DATA SUPPLIED:
::::::::
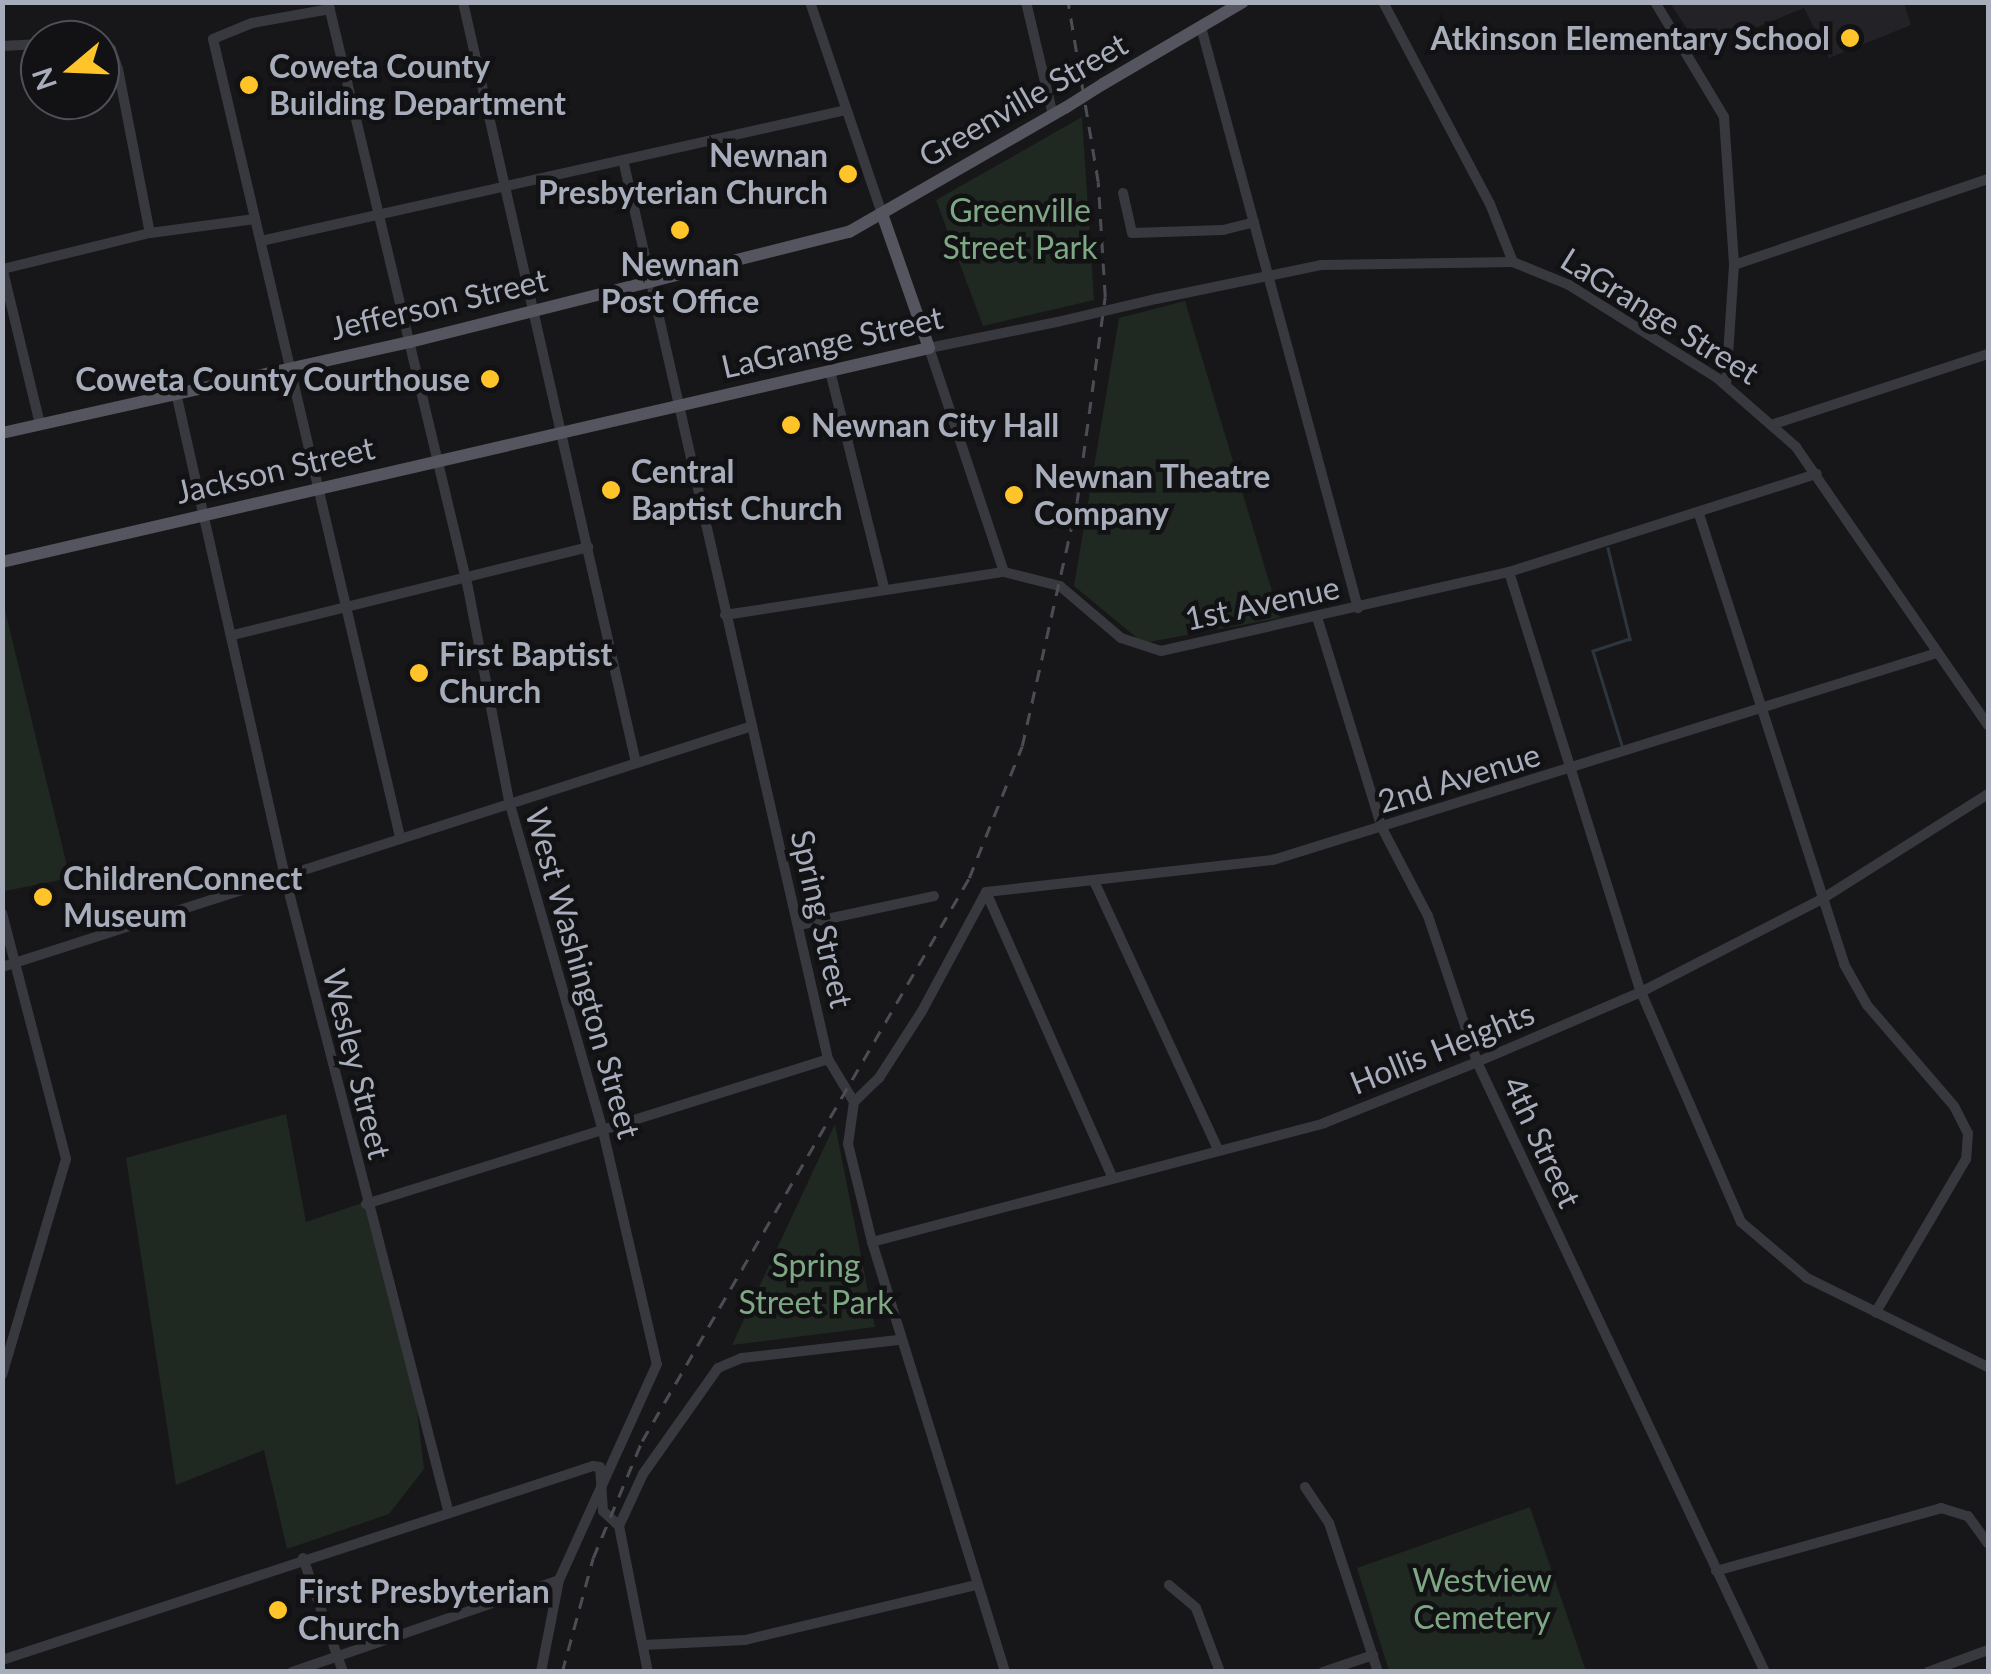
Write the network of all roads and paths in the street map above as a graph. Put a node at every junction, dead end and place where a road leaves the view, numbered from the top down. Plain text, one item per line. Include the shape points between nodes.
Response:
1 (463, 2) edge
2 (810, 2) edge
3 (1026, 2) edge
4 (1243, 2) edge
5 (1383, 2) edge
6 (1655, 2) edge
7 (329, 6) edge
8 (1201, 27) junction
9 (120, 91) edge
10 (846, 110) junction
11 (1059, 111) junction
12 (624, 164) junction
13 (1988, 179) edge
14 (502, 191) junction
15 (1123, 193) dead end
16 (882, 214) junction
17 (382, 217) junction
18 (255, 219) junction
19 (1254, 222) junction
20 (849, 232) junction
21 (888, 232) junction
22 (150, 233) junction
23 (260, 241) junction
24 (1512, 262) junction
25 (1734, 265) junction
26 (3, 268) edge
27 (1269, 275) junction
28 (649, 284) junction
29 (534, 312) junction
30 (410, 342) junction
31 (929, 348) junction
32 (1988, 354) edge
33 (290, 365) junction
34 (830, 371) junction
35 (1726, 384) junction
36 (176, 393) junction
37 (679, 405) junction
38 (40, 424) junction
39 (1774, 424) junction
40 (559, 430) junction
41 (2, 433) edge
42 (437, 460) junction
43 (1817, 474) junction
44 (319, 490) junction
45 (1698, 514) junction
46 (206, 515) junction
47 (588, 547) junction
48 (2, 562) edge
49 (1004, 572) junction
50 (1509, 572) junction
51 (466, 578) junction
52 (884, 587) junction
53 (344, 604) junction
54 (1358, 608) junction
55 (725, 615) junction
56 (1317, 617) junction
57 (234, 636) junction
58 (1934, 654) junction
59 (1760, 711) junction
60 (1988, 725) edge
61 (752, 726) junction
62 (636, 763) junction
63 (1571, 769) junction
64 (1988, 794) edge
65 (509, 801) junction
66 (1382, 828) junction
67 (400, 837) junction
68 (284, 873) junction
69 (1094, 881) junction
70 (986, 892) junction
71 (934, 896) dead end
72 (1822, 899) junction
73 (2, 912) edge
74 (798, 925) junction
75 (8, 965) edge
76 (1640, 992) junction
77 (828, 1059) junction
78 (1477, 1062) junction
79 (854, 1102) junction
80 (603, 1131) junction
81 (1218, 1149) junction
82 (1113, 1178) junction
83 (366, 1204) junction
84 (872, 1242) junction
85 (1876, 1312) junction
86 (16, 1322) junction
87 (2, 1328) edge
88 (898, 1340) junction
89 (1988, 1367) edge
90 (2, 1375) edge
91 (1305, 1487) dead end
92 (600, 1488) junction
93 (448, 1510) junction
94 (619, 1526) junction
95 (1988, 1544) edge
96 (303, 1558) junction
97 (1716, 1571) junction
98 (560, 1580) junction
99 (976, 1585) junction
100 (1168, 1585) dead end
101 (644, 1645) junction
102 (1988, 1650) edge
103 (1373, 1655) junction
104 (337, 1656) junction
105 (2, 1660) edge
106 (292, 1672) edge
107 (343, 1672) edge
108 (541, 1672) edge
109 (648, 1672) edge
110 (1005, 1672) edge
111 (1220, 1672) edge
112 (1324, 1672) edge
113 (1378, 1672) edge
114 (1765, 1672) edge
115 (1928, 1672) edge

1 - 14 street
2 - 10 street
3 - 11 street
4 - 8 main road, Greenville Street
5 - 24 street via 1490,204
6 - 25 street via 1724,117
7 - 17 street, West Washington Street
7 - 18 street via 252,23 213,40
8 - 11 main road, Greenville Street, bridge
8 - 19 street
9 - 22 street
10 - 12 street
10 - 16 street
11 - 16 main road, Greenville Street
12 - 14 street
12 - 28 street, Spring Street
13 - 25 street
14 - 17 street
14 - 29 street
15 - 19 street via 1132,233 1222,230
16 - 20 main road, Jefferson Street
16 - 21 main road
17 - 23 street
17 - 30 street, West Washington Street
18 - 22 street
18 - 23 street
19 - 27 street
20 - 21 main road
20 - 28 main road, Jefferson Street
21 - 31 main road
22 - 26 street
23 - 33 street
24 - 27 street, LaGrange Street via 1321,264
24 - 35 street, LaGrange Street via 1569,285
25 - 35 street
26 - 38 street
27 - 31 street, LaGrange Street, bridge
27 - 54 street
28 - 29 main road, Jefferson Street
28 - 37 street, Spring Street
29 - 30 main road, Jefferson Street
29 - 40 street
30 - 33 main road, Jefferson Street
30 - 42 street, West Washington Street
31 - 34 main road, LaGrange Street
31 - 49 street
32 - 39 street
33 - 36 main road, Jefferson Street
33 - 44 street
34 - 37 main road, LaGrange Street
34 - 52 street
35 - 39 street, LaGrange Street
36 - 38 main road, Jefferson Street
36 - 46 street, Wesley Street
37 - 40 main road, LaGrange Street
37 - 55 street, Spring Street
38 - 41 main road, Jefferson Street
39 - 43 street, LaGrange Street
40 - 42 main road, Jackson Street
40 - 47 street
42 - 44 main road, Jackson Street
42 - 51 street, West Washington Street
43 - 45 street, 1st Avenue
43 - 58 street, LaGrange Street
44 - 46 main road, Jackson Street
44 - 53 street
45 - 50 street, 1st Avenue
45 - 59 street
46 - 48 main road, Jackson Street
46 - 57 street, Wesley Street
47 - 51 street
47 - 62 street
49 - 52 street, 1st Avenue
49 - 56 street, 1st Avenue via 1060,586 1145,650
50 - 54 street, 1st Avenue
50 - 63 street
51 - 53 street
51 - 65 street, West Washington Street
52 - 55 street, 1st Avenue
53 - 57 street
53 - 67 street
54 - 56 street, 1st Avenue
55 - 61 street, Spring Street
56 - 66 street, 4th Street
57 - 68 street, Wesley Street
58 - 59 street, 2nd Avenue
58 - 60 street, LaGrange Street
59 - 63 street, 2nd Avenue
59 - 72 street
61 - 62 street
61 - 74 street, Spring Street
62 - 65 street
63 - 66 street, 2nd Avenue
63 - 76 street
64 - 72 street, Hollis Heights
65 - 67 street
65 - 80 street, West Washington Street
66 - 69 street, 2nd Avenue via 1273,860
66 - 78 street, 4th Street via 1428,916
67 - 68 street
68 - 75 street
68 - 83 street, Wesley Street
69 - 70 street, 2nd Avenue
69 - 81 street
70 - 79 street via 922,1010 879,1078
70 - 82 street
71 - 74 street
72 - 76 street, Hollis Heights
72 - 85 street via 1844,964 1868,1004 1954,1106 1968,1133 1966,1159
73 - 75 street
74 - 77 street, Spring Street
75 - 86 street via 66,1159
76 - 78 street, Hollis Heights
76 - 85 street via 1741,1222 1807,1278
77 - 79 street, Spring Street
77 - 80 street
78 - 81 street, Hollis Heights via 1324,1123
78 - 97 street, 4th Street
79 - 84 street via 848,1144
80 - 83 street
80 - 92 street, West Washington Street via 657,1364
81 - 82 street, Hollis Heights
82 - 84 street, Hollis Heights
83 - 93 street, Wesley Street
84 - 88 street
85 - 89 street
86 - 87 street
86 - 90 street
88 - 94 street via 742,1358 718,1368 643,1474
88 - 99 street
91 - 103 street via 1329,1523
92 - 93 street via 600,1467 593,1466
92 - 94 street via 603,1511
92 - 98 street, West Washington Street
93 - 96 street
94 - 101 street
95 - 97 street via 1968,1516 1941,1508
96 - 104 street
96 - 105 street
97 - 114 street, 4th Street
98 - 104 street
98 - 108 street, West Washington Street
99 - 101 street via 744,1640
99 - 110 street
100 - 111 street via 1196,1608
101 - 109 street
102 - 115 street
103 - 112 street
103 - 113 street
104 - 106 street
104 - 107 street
::::::::
WORK REQUEST: Give back the whole of the material exactly, with the pictures removed.

RESPONSE BOX:
Write the network of all roads and paths in the street map above as a graph. Put a node at every junction, dead end and place where a road leaves the view, numbered from the top down. Plain text, one item per line. Include the shape points between nodes.
Response:
1 (463, 2) edge
2 (810, 2) edge
3 (1026, 2) edge
4 (1243, 2) edge
5 (1383, 2) edge
6 (1655, 2) edge
7 (329, 6) edge
8 (1201, 27) junction
9 (120, 91) edge
10 (846, 110) junction
11 (1059, 111) junction
12 (624, 164) junction
13 (1988, 179) edge
14 (502, 191) junction
15 (1123, 193) dead end
16 (882, 214) junction
17 (382, 217) junction
18 (255, 219) junction
19 (1254, 222) junction
20 (849, 232) junction
21 (888, 232) junction
22 (150, 233) junction
23 (260, 241) junction
24 (1512, 262) junction
25 (1734, 265) junction
26 (3, 268) edge
27 (1269, 275) junction
28 (649, 284) junction
29 (534, 312) junction
30 (410, 342) junction
31 (929, 348) junction
32 (1988, 354) edge
33 (290, 365) junction
34 (830, 371) junction
35 (1726, 384) junction
36 (176, 393) junction
37 (679, 405) junction
38 (40, 424) junction
39 (1774, 424) junction
40 (559, 430) junction
41 (2, 433) edge
42 (437, 460) junction
43 (1817, 474) junction
44 (319, 490) junction
45 (1698, 514) junction
46 (206, 515) junction
47 (588, 547) junction
48 (2, 562) edge
49 (1004, 572) junction
50 (1509, 572) junction
51 (466, 578) junction
52 (884, 587) junction
53 (344, 604) junction
54 (1358, 608) junction
55 (725, 615) junction
56 (1317, 617) junction
57 (234, 636) junction
58 (1934, 654) junction
59 (1760, 711) junction
60 (1988, 725) edge
61 (752, 726) junction
62 (636, 763) junction
63 (1571, 769) junction
64 (1988, 794) edge
65 (509, 801) junction
66 (1382, 828) junction
67 (400, 837) junction
68 (284, 873) junction
69 (1094, 881) junction
70 (986, 892) junction
71 (934, 896) dead end
72 (1822, 899) junction
73 (2, 912) edge
74 (798, 925) junction
75 (8, 965) edge
76 (1640, 992) junction
77 (828, 1059) junction
78 (1477, 1062) junction
79 (854, 1102) junction
80 (603, 1131) junction
81 (1218, 1149) junction
82 (1113, 1178) junction
83 (366, 1204) junction
84 (872, 1242) junction
85 (1876, 1312) junction
86 (16, 1322) junction
87 (2, 1328) edge
88 (898, 1340) junction
89 (1988, 1367) edge
90 (2, 1375) edge
91 (1305, 1487) dead end
92 (600, 1488) junction
93 (448, 1510) junction
94 (619, 1526) junction
95 (1988, 1544) edge
96 (303, 1558) junction
97 (1716, 1571) junction
98 (560, 1580) junction
99 (976, 1585) junction
100 (1168, 1585) dead end
101 (644, 1645) junction
102 (1988, 1650) edge
103 (1373, 1655) junction
104 (337, 1656) junction
105 (2, 1660) edge
106 (292, 1672) edge
107 (343, 1672) edge
108 (541, 1672) edge
109 (648, 1672) edge
110 (1005, 1672) edge
111 (1220, 1672) edge
112 (1324, 1672) edge
113 (1378, 1672) edge
114 (1765, 1672) edge
115 (1928, 1672) edge

1 - 14 street
2 - 10 street
3 - 11 street
4 - 8 main road, Greenville Street
5 - 24 street via 1490,204
6 - 25 street via 1724,117
7 - 17 street, West Washington Street
7 - 18 street via 252,23 213,40
8 - 11 main road, Greenville Street, bridge
8 - 19 street
9 - 22 street
10 - 12 street
10 - 16 street
11 - 16 main road, Greenville Street
12 - 14 street
12 - 28 street, Spring Street
13 - 25 street
14 - 17 street
14 - 29 street
15 - 19 street via 1132,233 1222,230
16 - 20 main road, Jefferson Street
16 - 21 main road
17 - 23 street
17 - 30 street, West Washington Street
18 - 22 street
18 - 23 street
19 - 27 street
20 - 21 main road
20 - 28 main road, Jefferson Street
21 - 31 main road
22 - 26 street
23 - 33 street
24 - 27 street, LaGrange Street via 1321,264
24 - 35 street, LaGrange Street via 1569,285
25 - 35 street
26 - 38 street
27 - 31 street, LaGrange Street, bridge
27 - 54 street
28 - 29 main road, Jefferson Street
28 - 37 street, Spring Street
29 - 30 main road, Jefferson Street
29 - 40 street
30 - 33 main road, Jefferson Street
30 - 42 street, West Washington Street
31 - 34 main road, LaGrange Street
31 - 49 street
32 - 39 street
33 - 36 main road, Jefferson Street
33 - 44 street
34 - 37 main road, LaGrange Street
34 - 52 street
35 - 39 street, LaGrange Street
36 - 38 main road, Jefferson Street
36 - 46 street, Wesley Street
37 - 40 main road, LaGrange Street
37 - 55 street, Spring Street
38 - 41 main road, Jefferson Street
39 - 43 street, LaGrange Street
40 - 42 main road, Jackson Street
40 - 47 street
42 - 44 main road, Jackson Street
42 - 51 street, West Washington Street
43 - 45 street, 1st Avenue
43 - 58 street, LaGrange Street
44 - 46 main road, Jackson Street
44 - 53 street
45 - 50 street, 1st Avenue
45 - 59 street
46 - 48 main road, Jackson Street
46 - 57 street, Wesley Street
47 - 51 street
47 - 62 street
49 - 52 street, 1st Avenue
49 - 56 street, 1st Avenue via 1060,586 1145,650
50 - 54 street, 1st Avenue
50 - 63 street
51 - 53 street
51 - 65 street, West Washington Street
52 - 55 street, 1st Avenue
53 - 57 street
53 - 67 street
54 - 56 street, 1st Avenue
55 - 61 street, Spring Street
56 - 66 street, 4th Street
57 - 68 street, Wesley Street
58 - 59 street, 2nd Avenue
58 - 60 street, LaGrange Street
59 - 63 street, 2nd Avenue
59 - 72 street
61 - 62 street
61 - 74 street, Spring Street
62 - 65 street
63 - 66 street, 2nd Avenue
63 - 76 street
64 - 72 street, Hollis Heights
65 - 67 street
65 - 80 street, West Washington Street
66 - 69 street, 2nd Avenue via 1273,860
66 - 78 street, 4th Street via 1428,916
67 - 68 street
68 - 75 street
68 - 83 street, Wesley Street
69 - 70 street, 2nd Avenue
69 - 81 street
70 - 79 street via 922,1010 879,1078
70 - 82 street
71 - 74 street
72 - 76 street, Hollis Heights
72 - 85 street via 1844,964 1868,1004 1954,1106 1968,1133 1966,1159
73 - 75 street
74 - 77 street, Spring Street
75 - 86 street via 66,1159
76 - 78 street, Hollis Heights
76 - 85 street via 1741,1222 1807,1278
77 - 79 street, Spring Street
77 - 80 street
78 - 81 street, Hollis Heights via 1324,1123
78 - 97 street, 4th Street
79 - 84 street via 848,1144
80 - 83 street
80 - 92 street, West Washington Street via 657,1364
81 - 82 street, Hollis Heights
82 - 84 street, Hollis Heights
83 - 93 street, Wesley Street
84 - 88 street
85 - 89 street
86 - 87 street
86 - 90 street
88 - 94 street via 742,1358 718,1368 643,1474
88 - 99 street
91 - 103 street via 1329,1523
92 - 93 street via 600,1467 593,1466
92 - 94 street via 603,1511
92 - 98 street, West Washington Street
93 - 96 street
94 - 101 street
95 - 97 street via 1968,1516 1941,1508
96 - 104 street
96 - 105 street
97 - 114 street, 4th Street
98 - 104 street
98 - 108 street, West Washington Street
99 - 101 street via 744,1640
99 - 110 street
100 - 111 street via 1196,1608
101 - 109 street
102 - 115 street
103 - 112 street
103 - 113 street
104 - 106 street
104 - 107 street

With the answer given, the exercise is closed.